Best roasted duck, best hotpot, best sinology intoxication


El Dragón is located right in the middle of Zona Rosa. And in the center of this restaurant, there is a Peking duck. Probably the best duck dish there is or has ever been in town. (We’re exaggerating, but not much). Their cooks have taken their practice to a technical skill of sinology. They hang the raw animal and leave it there to age. Then, they roast it over a fruit-wood (apple?) oven/chimney in two sessions: first, cooking, and then hang it again, right outside the chimney. And second, lacquering or roasting, giving the skin a whisky or caramel color. They cut it at the table, masterfully, and place the pieces in a duck-shaped plate. The guests then must grab a steamed tortilla, white and very thin, add some meat, some crunchy skin, pour some plum and chili pepper sauce, add two types of cucumber (pickled and raw), and sprinkle a few chives; they must adopt a very serious look while doing that and eat their taco; think of that taco as an elegiac tribute to the bird that gave its life for a menu. Oh, and on Saturdays, at noon, El Dragón becomes a buffet, with large pots to place in the center of the table and cook anything in them: seafood, fish, pork, while you let vodka or an Asian liquor advance through your neurons until they feel absolutely dazzled. Nobody comes out walking.

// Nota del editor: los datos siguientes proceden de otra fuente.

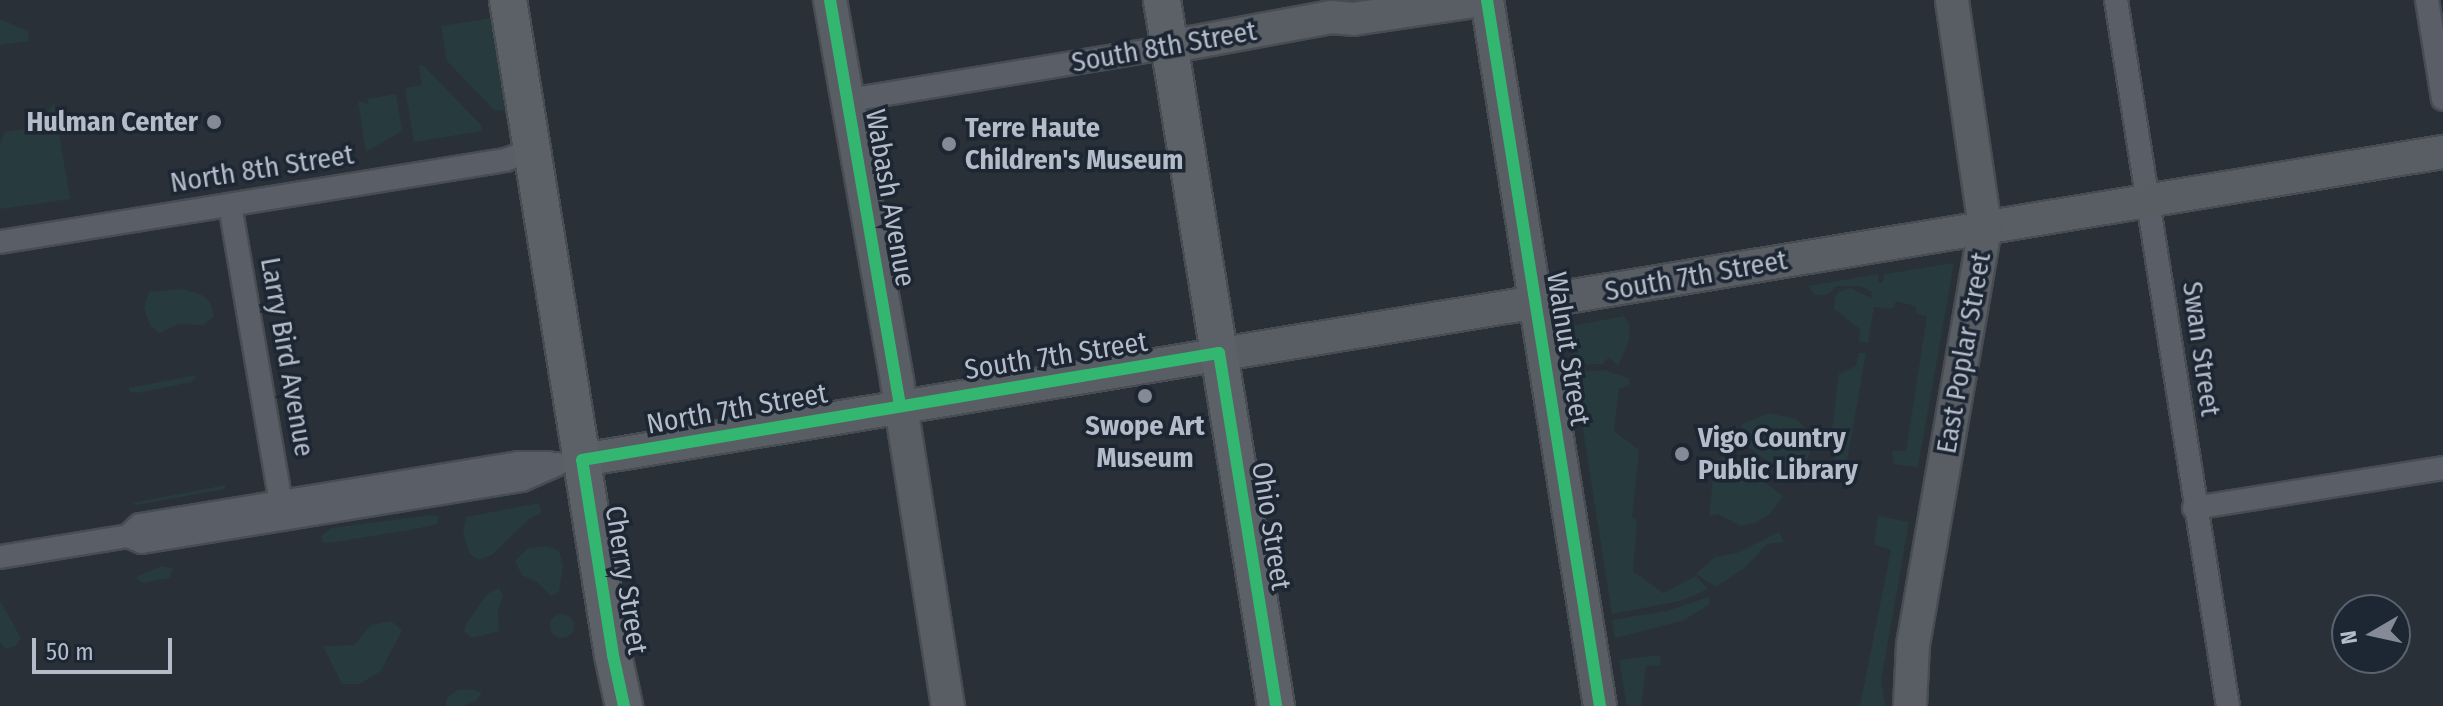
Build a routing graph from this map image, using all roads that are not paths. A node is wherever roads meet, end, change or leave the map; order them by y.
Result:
1 (508, 0) edge
2 (830, 0) edge
3 (1162, 0) edge
4 (1480, 0) edge
5 (1487, 0) edge
6 (1952, 0) edge
7 (2116, 0) edge
8 (2427, 0) edge
9 (1169, 47) junction
10 (2443, 99) edge
11 (849, 100) junction
12 (533, 150) junction
13 (2443, 152) edge
14 (2150, 200) junction
15 (230, 205) junction
16 (1985, 227) junction
17 (0, 242) edge
18 (1537, 303) junction
19 (1219, 353) junction
20 (900, 405) junction
21 (570, 462) junction
22 (2443, 468) edge
23 (2194, 508) junction
24 (282, 510) junction
25 (0, 557) edge
26 (624, 706) edge
27 (948, 706) edge
28 (1276, 706) edge
29 (1600, 706) edge
30 (1910, 706) edge
31 (2228, 706) edge

1 - 12 main road, Cherry Street
2 - 11 main road, Wabash Avenue
3 - 9 main road, Ohio Street
4 - 9 main road, South 8th Street
5 - 18 main road, Walnut Street
6 - 16 main road, East Poplar Street
7 - 14 street, Swan Street
8 - 10 street
9 - 11 street, South 8th Street
9 - 19 main road, Ohio Street
11 - 20 main road, Wabash Avenue
12 - 15 street, North 8th Street
12 - 21 main road, Cherry Street
13 - 14 main road, South 7th Street
14 - 16 main road, South 7th Street
14 - 23 street, Swan Street
15 - 17 street, North 8th Street
15 - 24 street, Larry Bird Avenue
16 - 18 main road, South 7th Street
16 - 30 main road, East Poplar Street
18 - 19 main road, South 7th Street
18 - 29 main road, Walnut Street
19 - 20 main road, South 7th Street
19 - 28 main road, Ohio Street
20 - 21 main road, North 7th Street
20 - 27 main road, Wabash Avenue
21 - 24 street, North 7th Street
21 - 26 main road, Cherry Street
22 - 23 street
23 - 31 street, Swan Street
24 - 25 street, North 7th Street

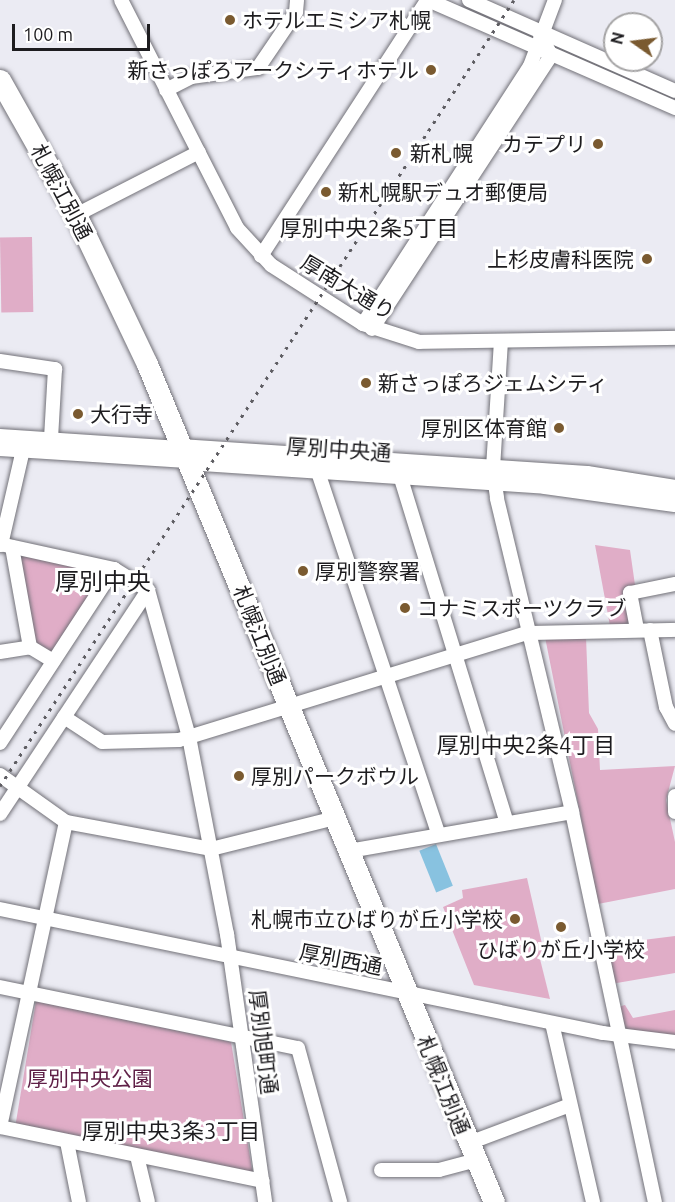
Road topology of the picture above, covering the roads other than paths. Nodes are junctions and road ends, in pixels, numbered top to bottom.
1 (121, 0) edge
2 (297, 0) edge
3 (428, 0) edge
4 (469, 0) edge
5 (555, 0) edge
6 (539, 32) junction
7 (545, 53) junction
8 (0, 81) edge
9 (166, 90) junction
10 (675, 91) edge
11 (675, 108) edge
12 (199, 152) junction
13 (76, 215) junction
14 (261, 256) junction
15 (368, 326) junction
16 (675, 338) edge
17 (501, 340) junction
18 (0, 361) edge
19 (0, 436) edge
20 (51, 439) junction
21 (0, 449) edge
22 (23, 450) junction
23 (184, 455) junction
24 (314, 463) junction
25 (397, 468) junction
26 (493, 475) junction
27 (675, 489) edge
28 (675, 503) edge
29 (4, 545) edge
30 (114, 569) junction
31 (675, 584) edge
32 (148, 590) junction
33 (644, 629) junction
34 (675, 630) edge
35 (526, 633) junction
36 (30, 647) junction
37 (0, 652) edge
38 (454, 656) junction
39 (53, 661) junction
40 (386, 676) junction
41 (289, 707) junction
42 (64, 717) junction
43 (675, 724) edge
44 (189, 738) junction
45 (0, 743) edge
46 (0, 775) edge
47 (17, 787) junction
48 (675, 796) edge
49 (572, 812) junction
50 (675, 812) edge
51 (0, 814) edge
52 (335, 818) junction
53 (66, 822) junction
54 (507, 823) junction
55 (439, 835) junction
56 (211, 849) junction
57 (349, 851) junction
58 (0, 909) edge
59 (48, 918) junction
60 (232, 958) junction
61 (0, 987) edge
62 (405, 993) junction
63 (31, 994) junction
64 (552, 1023) junction
65 (620, 1036) junction
66 (242, 1037) junction
67 (675, 1042) edge
68 (0, 1056) edge
69 (15, 1060) junction
70 (570, 1106) junction
71 (0, 1127) edge
72 (67, 1142) junction
73 (472, 1152) junction
74 (137, 1156) junction
75 (381, 1170) dead end
76 (262, 1181) junction
77 (79, 1202) edge
78 (148, 1202) edge
79 (265, 1202) edge
80 (340, 1202) edge
81 (495, 1202) edge
82 (593, 1202) edge
83 (655, 1202) edge

1 - 9 street, 厚南大通り
2 - 9 street
3 - 7 street
3 - 14 street
4 - 6 street
5 - 6 street
6 - 7 street
6 - 10 street
7 - 11 street
7 - 15 street
8 - 13 highway, 札幌江別通
9 - 12 street, 厚南大通り
12 - 13 street
12 - 14 street, 厚南大通り
13 - 23 highway, 札幌江別通
14 - 15 street, 厚南大通り
15 - 17 street, 厚南大通り
16 - 17 street, 厚南大通り
17 - 26 street
18 - 20 street
19 - 20 street, 厚別中央通
20 - 23 street, 厚別中央通
21 - 22 street, 厚別中央通
22 - 23 street, 厚別中央通
22 - 29 street
23 - 24 main road, 厚別中央通
23 - 41 highway, 札幌江別通
24 - 25 main road, 厚別中央通
24 - 40 street
25 - 26 main road, 厚別中央通
25 - 38 street
26 - 27 main road, 厚別中央通
26 - 28 main road, 厚別中央通
26 - 35 street
29 - 30 street
29 - 36 street
30 - 32 street
30 - 39 street
31 - 33 street
32 - 42 street
32 - 44 street, 厚別旭町通
33 - 34 street
33 - 35 street
33 - 43 street
35 - 38 street
35 - 49 street
36 - 37 street
36 - 39 street
38 - 40 street
38 - 54 street
39 - 45 street
40 - 41 street
40 - 55 street
41 - 44 street
41 - 52 highway, 札幌江別通
42 - 44 street
42 - 47 street
44 - 56 street, 厚別旭町通
46 - 47 street
47 - 51 street
47 - 53 street
48 - 50 street
49 - 54 street
49 - 65 street
52 - 56 street
52 - 57 highway, 札幌江別通
53 - 56 street
53 - 59 street
54 - 55 street
55 - 57 street
56 - 60 street, 厚別旭町通
57 - 62 highway, 札幌江別通
58 - 59 street, 厚別西通
59 - 60 street, 厚別西通
59 - 63 street
60 - 62 street, 厚別西通
60 - 66 street, 厚別旭町通
61 - 63 street
62 - 64 street, 厚別西通
62 - 73 highway, 札幌江別通
63 - 66 street
63 - 69 street
64 - 65 street, 厚別西通
64 - 70 street
65 - 67 street, 厚別西通
65 - 83 street
66 - 76 street, 厚別旭町通
66 - 80 street
68 - 69 street
69 - 71 street
70 - 73 street
70 - 82 street
71 - 72 street
72 - 74 street
72 - 77 street
73 - 75 street
73 - 81 highway, 札幌江別通
74 - 76 street
74 - 78 street
76 - 79 street, 厚別旭町通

Hamburgo 70, Juárez; T 5525 2466

 

💰💰 Precios. ¿La mala? Un pato de Pekín, dos copas de vino y un agua mineral les van a salir en 1200 pesos ya con la propina. ¿La buena? Les alcanzará para comer ahí, para llevar a la casa y darles a los perros y para hacer un buen caldo. (Cubran la carcasa con agua, échenle cebollines y un trozo de jengibre.)~


💰💰 Prices. Bad news? A Peking duck, two glasses of wine and sparkling water will be 1,200 pesos, tip included. Good news? It will be enough to eat there, take some home, feed the dogs and make a good broth (cover the bones with water, add chives and a piece of ginger).